EXERCISE GOAL
Word for word, restate the line containing "Write the network" and all the lines that come after it in the entries below. Include nothing from before it.

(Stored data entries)
━━━

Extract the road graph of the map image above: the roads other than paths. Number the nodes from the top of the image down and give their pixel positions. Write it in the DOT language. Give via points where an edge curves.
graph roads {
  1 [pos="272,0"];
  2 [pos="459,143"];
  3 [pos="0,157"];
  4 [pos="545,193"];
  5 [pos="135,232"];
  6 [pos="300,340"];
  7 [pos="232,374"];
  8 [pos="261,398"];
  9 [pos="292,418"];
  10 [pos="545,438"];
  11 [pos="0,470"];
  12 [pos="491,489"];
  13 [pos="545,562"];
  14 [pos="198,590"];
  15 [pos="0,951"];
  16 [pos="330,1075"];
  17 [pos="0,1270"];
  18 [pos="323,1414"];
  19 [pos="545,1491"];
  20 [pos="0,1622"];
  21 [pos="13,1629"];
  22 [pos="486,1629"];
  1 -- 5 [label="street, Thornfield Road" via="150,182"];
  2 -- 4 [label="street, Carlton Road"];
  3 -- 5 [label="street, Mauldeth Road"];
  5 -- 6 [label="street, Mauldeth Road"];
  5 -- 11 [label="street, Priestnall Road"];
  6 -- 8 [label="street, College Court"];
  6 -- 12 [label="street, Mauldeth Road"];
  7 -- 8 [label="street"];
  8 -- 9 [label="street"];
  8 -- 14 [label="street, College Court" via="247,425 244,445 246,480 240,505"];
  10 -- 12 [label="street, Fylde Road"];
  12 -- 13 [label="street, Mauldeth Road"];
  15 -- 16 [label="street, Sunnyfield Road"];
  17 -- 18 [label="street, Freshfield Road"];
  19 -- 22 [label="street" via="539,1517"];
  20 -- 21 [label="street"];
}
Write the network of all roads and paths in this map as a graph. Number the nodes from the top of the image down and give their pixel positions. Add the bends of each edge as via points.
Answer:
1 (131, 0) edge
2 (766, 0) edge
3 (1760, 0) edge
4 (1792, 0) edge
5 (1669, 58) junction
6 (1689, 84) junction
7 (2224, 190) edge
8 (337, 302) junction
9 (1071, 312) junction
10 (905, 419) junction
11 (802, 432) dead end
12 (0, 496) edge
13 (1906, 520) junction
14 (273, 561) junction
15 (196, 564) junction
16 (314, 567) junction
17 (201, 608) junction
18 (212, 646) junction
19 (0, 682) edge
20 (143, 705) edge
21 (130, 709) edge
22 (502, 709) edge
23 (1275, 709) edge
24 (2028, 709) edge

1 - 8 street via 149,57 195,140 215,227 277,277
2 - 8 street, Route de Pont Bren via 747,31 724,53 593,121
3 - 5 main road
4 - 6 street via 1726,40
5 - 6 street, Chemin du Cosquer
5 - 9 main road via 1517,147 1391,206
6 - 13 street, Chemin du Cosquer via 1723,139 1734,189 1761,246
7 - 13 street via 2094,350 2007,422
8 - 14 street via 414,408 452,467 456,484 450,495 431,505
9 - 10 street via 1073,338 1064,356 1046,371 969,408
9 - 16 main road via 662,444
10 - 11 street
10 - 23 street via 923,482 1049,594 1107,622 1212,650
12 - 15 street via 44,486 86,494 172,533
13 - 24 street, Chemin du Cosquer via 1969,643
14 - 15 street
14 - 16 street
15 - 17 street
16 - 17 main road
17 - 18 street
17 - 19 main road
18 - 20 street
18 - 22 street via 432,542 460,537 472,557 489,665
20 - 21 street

━━━

WRITTEN SOLUTION
Write the network of all roads and paths in this map as a graph. Number the nodes from the top of the image down and give their pixel positions. Add the bends of each edge as via points.
Answer:
1 (131, 0) edge
2 (766, 0) edge
3 (1760, 0) edge
4 (1792, 0) edge
5 (1669, 58) junction
6 (1689, 84) junction
7 (2224, 190) edge
8 (337, 302) junction
9 (1071, 312) junction
10 (905, 419) junction
11 (802, 432) dead end
12 (0, 496) edge
13 (1906, 520) junction
14 (273, 561) junction
15 (196, 564) junction
16 (314, 567) junction
17 (201, 608) junction
18 (212, 646) junction
19 (0, 682) edge
20 (143, 705) edge
21 (130, 709) edge
22 (502, 709) edge
23 (1275, 709) edge
24 (2028, 709) edge

1 - 8 street via 149,57 195,140 215,227 277,277
2 - 8 street, Route de Pont Bren via 747,31 724,53 593,121
3 - 5 main road
4 - 6 street via 1726,40
5 - 6 street, Chemin du Cosquer
5 - 9 main road via 1517,147 1391,206
6 - 13 street, Chemin du Cosquer via 1723,139 1734,189 1761,246
7 - 13 street via 2094,350 2007,422
8 - 14 street via 414,408 452,467 456,484 450,495 431,505
9 - 10 street via 1073,338 1064,356 1046,371 969,408
9 - 16 main road via 662,444
10 - 11 street
10 - 23 street via 923,482 1049,594 1107,622 1212,650
12 - 15 street via 44,486 86,494 172,533
13 - 24 street, Chemin du Cosquer via 1969,643
14 - 15 street
14 - 16 street
15 - 17 street
16 - 17 main road
17 - 18 street
17 - 19 main road
18 - 20 street
18 - 22 street via 432,542 460,537 472,557 489,665
20 - 21 street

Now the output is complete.